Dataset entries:

-.-.-

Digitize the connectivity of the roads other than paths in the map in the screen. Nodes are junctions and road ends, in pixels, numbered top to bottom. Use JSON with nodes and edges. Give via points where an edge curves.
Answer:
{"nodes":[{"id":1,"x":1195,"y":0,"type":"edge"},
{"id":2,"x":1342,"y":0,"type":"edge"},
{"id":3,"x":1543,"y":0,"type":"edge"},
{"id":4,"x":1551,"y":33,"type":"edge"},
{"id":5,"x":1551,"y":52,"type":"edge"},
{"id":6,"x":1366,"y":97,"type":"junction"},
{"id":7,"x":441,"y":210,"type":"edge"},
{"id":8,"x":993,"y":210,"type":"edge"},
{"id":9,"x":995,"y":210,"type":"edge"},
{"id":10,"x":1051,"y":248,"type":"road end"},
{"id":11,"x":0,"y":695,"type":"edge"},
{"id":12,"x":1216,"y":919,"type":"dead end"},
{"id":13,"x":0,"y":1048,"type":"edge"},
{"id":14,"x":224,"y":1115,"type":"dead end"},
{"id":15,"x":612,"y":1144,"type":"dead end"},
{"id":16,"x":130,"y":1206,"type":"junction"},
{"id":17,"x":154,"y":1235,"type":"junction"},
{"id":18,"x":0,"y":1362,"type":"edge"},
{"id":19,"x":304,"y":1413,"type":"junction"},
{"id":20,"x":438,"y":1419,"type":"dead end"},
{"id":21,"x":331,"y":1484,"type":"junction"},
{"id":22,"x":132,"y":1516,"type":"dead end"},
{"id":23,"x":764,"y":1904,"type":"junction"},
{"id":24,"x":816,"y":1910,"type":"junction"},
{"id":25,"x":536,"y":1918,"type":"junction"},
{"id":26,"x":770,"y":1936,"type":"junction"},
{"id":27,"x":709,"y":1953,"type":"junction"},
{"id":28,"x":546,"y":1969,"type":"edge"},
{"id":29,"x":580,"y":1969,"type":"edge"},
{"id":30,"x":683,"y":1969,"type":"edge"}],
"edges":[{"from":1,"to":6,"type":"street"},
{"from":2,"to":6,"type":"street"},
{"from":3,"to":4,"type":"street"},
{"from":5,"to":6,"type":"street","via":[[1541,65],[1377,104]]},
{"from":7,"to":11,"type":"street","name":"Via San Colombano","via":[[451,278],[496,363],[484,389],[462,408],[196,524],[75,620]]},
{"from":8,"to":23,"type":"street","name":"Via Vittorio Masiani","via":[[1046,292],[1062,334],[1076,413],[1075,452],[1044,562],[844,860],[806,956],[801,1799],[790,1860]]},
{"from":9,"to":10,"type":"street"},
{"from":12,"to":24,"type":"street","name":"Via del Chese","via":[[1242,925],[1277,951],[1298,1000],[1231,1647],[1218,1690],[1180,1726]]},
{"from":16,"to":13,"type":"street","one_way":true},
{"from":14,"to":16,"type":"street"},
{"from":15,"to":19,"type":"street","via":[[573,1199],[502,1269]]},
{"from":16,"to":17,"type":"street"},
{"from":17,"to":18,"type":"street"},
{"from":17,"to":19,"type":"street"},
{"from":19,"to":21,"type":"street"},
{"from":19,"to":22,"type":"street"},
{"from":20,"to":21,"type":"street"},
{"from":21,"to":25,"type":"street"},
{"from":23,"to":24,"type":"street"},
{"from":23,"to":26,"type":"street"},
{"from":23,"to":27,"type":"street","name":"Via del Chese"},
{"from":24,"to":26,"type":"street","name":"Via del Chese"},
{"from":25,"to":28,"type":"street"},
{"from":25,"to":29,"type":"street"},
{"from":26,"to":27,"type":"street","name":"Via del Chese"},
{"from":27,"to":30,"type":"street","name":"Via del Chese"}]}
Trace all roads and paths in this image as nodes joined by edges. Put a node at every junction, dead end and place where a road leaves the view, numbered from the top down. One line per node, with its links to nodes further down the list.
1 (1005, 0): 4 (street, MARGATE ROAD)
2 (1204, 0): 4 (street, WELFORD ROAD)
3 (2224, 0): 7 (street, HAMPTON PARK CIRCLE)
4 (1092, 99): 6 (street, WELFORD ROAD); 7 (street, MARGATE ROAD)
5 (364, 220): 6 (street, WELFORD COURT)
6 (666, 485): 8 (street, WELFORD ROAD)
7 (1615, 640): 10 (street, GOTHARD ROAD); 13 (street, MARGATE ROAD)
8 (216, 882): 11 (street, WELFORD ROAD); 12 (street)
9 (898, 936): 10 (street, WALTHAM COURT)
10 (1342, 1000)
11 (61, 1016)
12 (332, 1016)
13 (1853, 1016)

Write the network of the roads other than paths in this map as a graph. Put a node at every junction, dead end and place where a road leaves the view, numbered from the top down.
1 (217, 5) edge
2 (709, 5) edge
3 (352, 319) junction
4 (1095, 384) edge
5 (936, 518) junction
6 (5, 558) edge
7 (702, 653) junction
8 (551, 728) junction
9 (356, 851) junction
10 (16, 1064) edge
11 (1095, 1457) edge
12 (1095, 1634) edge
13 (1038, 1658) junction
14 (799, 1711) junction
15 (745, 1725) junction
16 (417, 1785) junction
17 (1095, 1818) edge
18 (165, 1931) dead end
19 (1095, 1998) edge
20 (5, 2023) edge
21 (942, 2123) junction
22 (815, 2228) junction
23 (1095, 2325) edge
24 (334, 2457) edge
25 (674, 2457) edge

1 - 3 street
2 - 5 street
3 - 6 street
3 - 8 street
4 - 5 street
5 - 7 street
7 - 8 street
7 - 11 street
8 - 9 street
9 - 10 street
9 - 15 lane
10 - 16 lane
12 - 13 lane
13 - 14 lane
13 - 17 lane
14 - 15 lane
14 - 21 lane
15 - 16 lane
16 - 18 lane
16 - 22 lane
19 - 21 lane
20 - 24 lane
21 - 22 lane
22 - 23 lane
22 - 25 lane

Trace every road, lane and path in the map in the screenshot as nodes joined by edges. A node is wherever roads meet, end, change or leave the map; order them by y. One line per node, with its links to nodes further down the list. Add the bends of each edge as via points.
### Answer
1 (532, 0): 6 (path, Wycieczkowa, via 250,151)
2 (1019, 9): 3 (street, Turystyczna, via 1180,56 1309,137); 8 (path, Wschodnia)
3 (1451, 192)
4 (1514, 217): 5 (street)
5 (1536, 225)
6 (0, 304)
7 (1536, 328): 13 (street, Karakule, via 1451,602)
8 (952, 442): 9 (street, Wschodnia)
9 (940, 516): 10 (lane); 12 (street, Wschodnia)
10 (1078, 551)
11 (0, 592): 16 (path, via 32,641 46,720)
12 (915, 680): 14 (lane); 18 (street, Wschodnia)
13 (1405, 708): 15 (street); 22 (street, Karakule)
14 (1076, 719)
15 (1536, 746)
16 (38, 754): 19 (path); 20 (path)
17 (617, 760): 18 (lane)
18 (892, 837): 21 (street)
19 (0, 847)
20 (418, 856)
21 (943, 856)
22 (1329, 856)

-.-.-

• Your instructions:
Without leaving anything out, quote all the data.

• Finished exercise:
Digitize the connectivity of the roads other than paths in the map in the screen. Nodes are junctions and road ends, in pixels, numbered top to bottom. Use JSON with nodes and edges. Give via points where an edge curves.
Answer:
{"nodes":[{"id":1,"x":1195,"y":0,"type":"edge"},
{"id":2,"x":1342,"y":0,"type":"edge"},
{"id":3,"x":1543,"y":0,"type":"edge"},
{"id":4,"x":1551,"y":33,"type":"edge"},
{"id":5,"x":1551,"y":52,"type":"edge"},
{"id":6,"x":1366,"y":97,"type":"junction"},
{"id":7,"x":441,"y":210,"type":"edge"},
{"id":8,"x":993,"y":210,"type":"edge"},
{"id":9,"x":995,"y":210,"type":"edge"},
{"id":10,"x":1051,"y":248,"type":"road end"},
{"id":11,"x":0,"y":695,"type":"edge"},
{"id":12,"x":1216,"y":919,"type":"dead end"},
{"id":13,"x":0,"y":1048,"type":"edge"},
{"id":14,"x":224,"y":1115,"type":"dead end"},
{"id":15,"x":612,"y":1144,"type":"dead end"},
{"id":16,"x":130,"y":1206,"type":"junction"},
{"id":17,"x":154,"y":1235,"type":"junction"},
{"id":18,"x":0,"y":1362,"type":"edge"},
{"id":19,"x":304,"y":1413,"type":"junction"},
{"id":20,"x":438,"y":1419,"type":"dead end"},
{"id":21,"x":331,"y":1484,"type":"junction"},
{"id":22,"x":132,"y":1516,"type":"dead end"},
{"id":23,"x":764,"y":1904,"type":"junction"},
{"id":24,"x":816,"y":1910,"type":"junction"},
{"id":25,"x":536,"y":1918,"type":"junction"},
{"id":26,"x":770,"y":1936,"type":"junction"},
{"id":27,"x":709,"y":1953,"type":"junction"},
{"id":28,"x":546,"y":1969,"type":"edge"},
{"id":29,"x":580,"y":1969,"type":"edge"},
{"id":30,"x":683,"y":1969,"type":"edge"}],
"edges":[{"from":1,"to":6,"type":"street"},
{"from":2,"to":6,"type":"street"},
{"from":3,"to":4,"type":"street"},
{"from":5,"to":6,"type":"street","via":[[1541,65],[1377,104]]},
{"from":7,"to":11,"type":"street","name":"Via San Colombano","via":[[451,278],[496,363],[484,389],[462,408],[196,524],[75,620]]},
{"from":8,"to":23,"type":"street","name":"Via Vittorio Masiani","via":[[1046,292],[1062,334],[1076,413],[1075,452],[1044,562],[844,860],[806,956],[801,1799],[790,1860]]},
{"from":9,"to":10,"type":"street"},
{"from":12,"to":24,"type":"street","name":"Via del Chese","via":[[1242,925],[1277,951],[1298,1000],[1231,1647],[1218,1690],[1180,1726]]},
{"from":16,"to":13,"type":"street","one_way":true},
{"from":14,"to":16,"type":"street"},
{"from":15,"to":19,"type":"street","via":[[573,1199],[502,1269]]},
{"from":16,"to":17,"type":"street"},
{"from":17,"to":18,"type":"street"},
{"from":17,"to":19,"type":"street"},
{"from":19,"to":21,"type":"street"},
{"from":19,"to":22,"type":"street"},
{"from":20,"to":21,"type":"street"},
{"from":21,"to":25,"type":"street"},
{"from":23,"to":24,"type":"street"},
{"from":23,"to":26,"type":"street"},
{"from":23,"to":27,"type":"street","name":"Via del Chese"},
{"from":24,"to":26,"type":"street","name":"Via del Chese"},
{"from":25,"to":28,"type":"street"},
{"from":25,"to":29,"type":"street"},
{"from":26,"to":27,"type":"street","name":"Via del Chese"},
{"from":27,"to":30,"type":"street","name":"Via del Chese"}]}
Trace all roads and paths in this image as nodes joined by edges. Put a node at every junction, dead end and place where a road leaves the view, numbered from the top down. One line per node, with its links to nodes further down the list.
1 (1005, 0): 4 (street, MARGATE ROAD)
2 (1204, 0): 4 (street, WELFORD ROAD)
3 (2224, 0): 7 (street, HAMPTON PARK CIRCLE)
4 (1092, 99): 6 (street, WELFORD ROAD); 7 (street, MARGATE ROAD)
5 (364, 220): 6 (street, WELFORD COURT)
6 (666, 485): 8 (street, WELFORD ROAD)
7 (1615, 640): 10 (street, GOTHARD ROAD); 13 (street, MARGATE ROAD)
8 (216, 882): 11 (street, WELFORD ROAD); 12 (street)
9 (898, 936): 10 (street, WALTHAM COURT)
10 (1342, 1000)
11 (61, 1016)
12 (332, 1016)
13 (1853, 1016)

Write the network of the roads other than paths in this map as a graph. Put a node at every junction, dead end and place where a road leaves the view, numbered from the top down.
1 (217, 5) edge
2 (709, 5) edge
3 (352, 319) junction
4 (1095, 384) edge
5 (936, 518) junction
6 (5, 558) edge
7 (702, 653) junction
8 (551, 728) junction
9 (356, 851) junction
10 (16, 1064) edge
11 (1095, 1457) edge
12 (1095, 1634) edge
13 (1038, 1658) junction
14 (799, 1711) junction
15 (745, 1725) junction
16 (417, 1785) junction
17 (1095, 1818) edge
18 (165, 1931) dead end
19 (1095, 1998) edge
20 (5, 2023) edge
21 (942, 2123) junction
22 (815, 2228) junction
23 (1095, 2325) edge
24 (334, 2457) edge
25 (674, 2457) edge

1 - 3 street
2 - 5 street
3 - 6 street
3 - 8 street
4 - 5 street
5 - 7 street
7 - 8 street
7 - 11 street
8 - 9 street
9 - 10 street
9 - 15 lane
10 - 16 lane
12 - 13 lane
13 - 14 lane
13 - 17 lane
14 - 15 lane
14 - 21 lane
15 - 16 lane
16 - 18 lane
16 - 22 lane
19 - 21 lane
20 - 24 lane
21 - 22 lane
22 - 23 lane
22 - 25 lane

Trace every road, lane and path in the map in the screenshot as nodes joined by edges. A node is wherever roads meet, end, change or leave the map; order them by y. One line per node, with its links to nodes further down the list. Add the bends of each edge as via points.
### Answer
1 (532, 0): 6 (path, Wycieczkowa, via 250,151)
2 (1019, 9): 3 (street, Turystyczna, via 1180,56 1309,137); 8 (path, Wschodnia)
3 (1451, 192)
4 (1514, 217): 5 (street)
5 (1536, 225)
6 (0, 304)
7 (1536, 328): 13 (street, Karakule, via 1451,602)
8 (952, 442): 9 (street, Wschodnia)
9 (940, 516): 10 (lane); 12 (street, Wschodnia)
10 (1078, 551)
11 (0, 592): 16 (path, via 32,641 46,720)
12 (915, 680): 14 (lane); 18 (street, Wschodnia)
13 (1405, 708): 15 (street); 22 (street, Karakule)
14 (1076, 719)
15 (1536, 746)
16 (38, 754): 19 (path); 20 (path)
17 (617, 760): 18 (lane)
18 (892, 837): 21 (street)
19 (0, 847)
20 (418, 856)
21 (943, 856)
22 (1329, 856)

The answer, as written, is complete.